Records contained in a dataset
********
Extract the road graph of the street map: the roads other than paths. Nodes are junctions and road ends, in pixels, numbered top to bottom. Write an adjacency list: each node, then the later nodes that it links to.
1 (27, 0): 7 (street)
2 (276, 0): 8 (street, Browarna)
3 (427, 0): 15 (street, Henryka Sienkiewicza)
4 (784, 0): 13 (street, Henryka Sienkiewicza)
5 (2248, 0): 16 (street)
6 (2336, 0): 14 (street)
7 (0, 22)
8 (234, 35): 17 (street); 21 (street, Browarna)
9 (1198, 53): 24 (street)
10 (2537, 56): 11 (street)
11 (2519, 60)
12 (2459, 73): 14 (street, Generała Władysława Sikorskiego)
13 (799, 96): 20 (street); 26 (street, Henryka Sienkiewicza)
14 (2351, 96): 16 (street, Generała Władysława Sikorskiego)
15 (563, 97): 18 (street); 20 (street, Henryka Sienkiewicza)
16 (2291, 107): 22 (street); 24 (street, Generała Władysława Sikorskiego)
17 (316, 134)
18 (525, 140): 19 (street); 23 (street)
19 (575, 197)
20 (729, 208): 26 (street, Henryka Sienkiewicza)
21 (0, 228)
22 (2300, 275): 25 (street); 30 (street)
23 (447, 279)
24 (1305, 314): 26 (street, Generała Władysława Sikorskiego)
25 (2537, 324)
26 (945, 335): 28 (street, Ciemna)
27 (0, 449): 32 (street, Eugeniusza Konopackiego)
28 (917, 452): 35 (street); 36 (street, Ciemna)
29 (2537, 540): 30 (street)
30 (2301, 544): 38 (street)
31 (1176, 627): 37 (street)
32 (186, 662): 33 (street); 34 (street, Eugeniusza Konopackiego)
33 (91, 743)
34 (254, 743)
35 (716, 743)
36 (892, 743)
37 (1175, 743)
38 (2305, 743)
********
EXERCISE: The lines above are to be retyped exactly, with none omitted.

WRITTEN RESPONSE:
Extract the road graph of the street map: the roads other than paths. Nodes are junctions and road ends, in pixels, numbered top to bottom. Write an adjacency list: each node, then the later nodes that it links to.
1 (27, 0): 7 (street)
2 (276, 0): 8 (street, Browarna)
3 (427, 0): 15 (street, Henryka Sienkiewicza)
4 (784, 0): 13 (street, Henryka Sienkiewicza)
5 (2248, 0): 16 (street)
6 (2336, 0): 14 (street)
7 (0, 22)
8 (234, 35): 17 (street); 21 (street, Browarna)
9 (1198, 53): 24 (street)
10 (2537, 56): 11 (street)
11 (2519, 60)
12 (2459, 73): 14 (street, Generała Władysława Sikorskiego)
13 (799, 96): 20 (street); 26 (street, Henryka Sienkiewicza)
14 (2351, 96): 16 (street, Generała Władysława Sikorskiego)
15 (563, 97): 18 (street); 20 (street, Henryka Sienkiewicza)
16 (2291, 107): 22 (street); 24 (street, Generała Władysława Sikorskiego)
17 (316, 134)
18 (525, 140): 19 (street); 23 (street)
19 (575, 197)
20 (729, 208): 26 (street, Henryka Sienkiewicza)
21 (0, 228)
22 (2300, 275): 25 (street); 30 (street)
23 (447, 279)
24 (1305, 314): 26 (street, Generała Władysława Sikorskiego)
25 (2537, 324)
26 (945, 335): 28 (street, Ciemna)
27 (0, 449): 32 (street, Eugeniusza Konopackiego)
28 (917, 452): 35 (street); 36 (street, Ciemna)
29 (2537, 540): 30 (street)
30 (2301, 544): 38 (street)
31 (1176, 627): 37 (street)
32 (186, 662): 33 (street); 34 (street, Eugeniusza Konopackiego)
33 (91, 743)
34 (254, 743)
35 (716, 743)
36 (892, 743)
37 (1175, 743)
38 (2305, 743)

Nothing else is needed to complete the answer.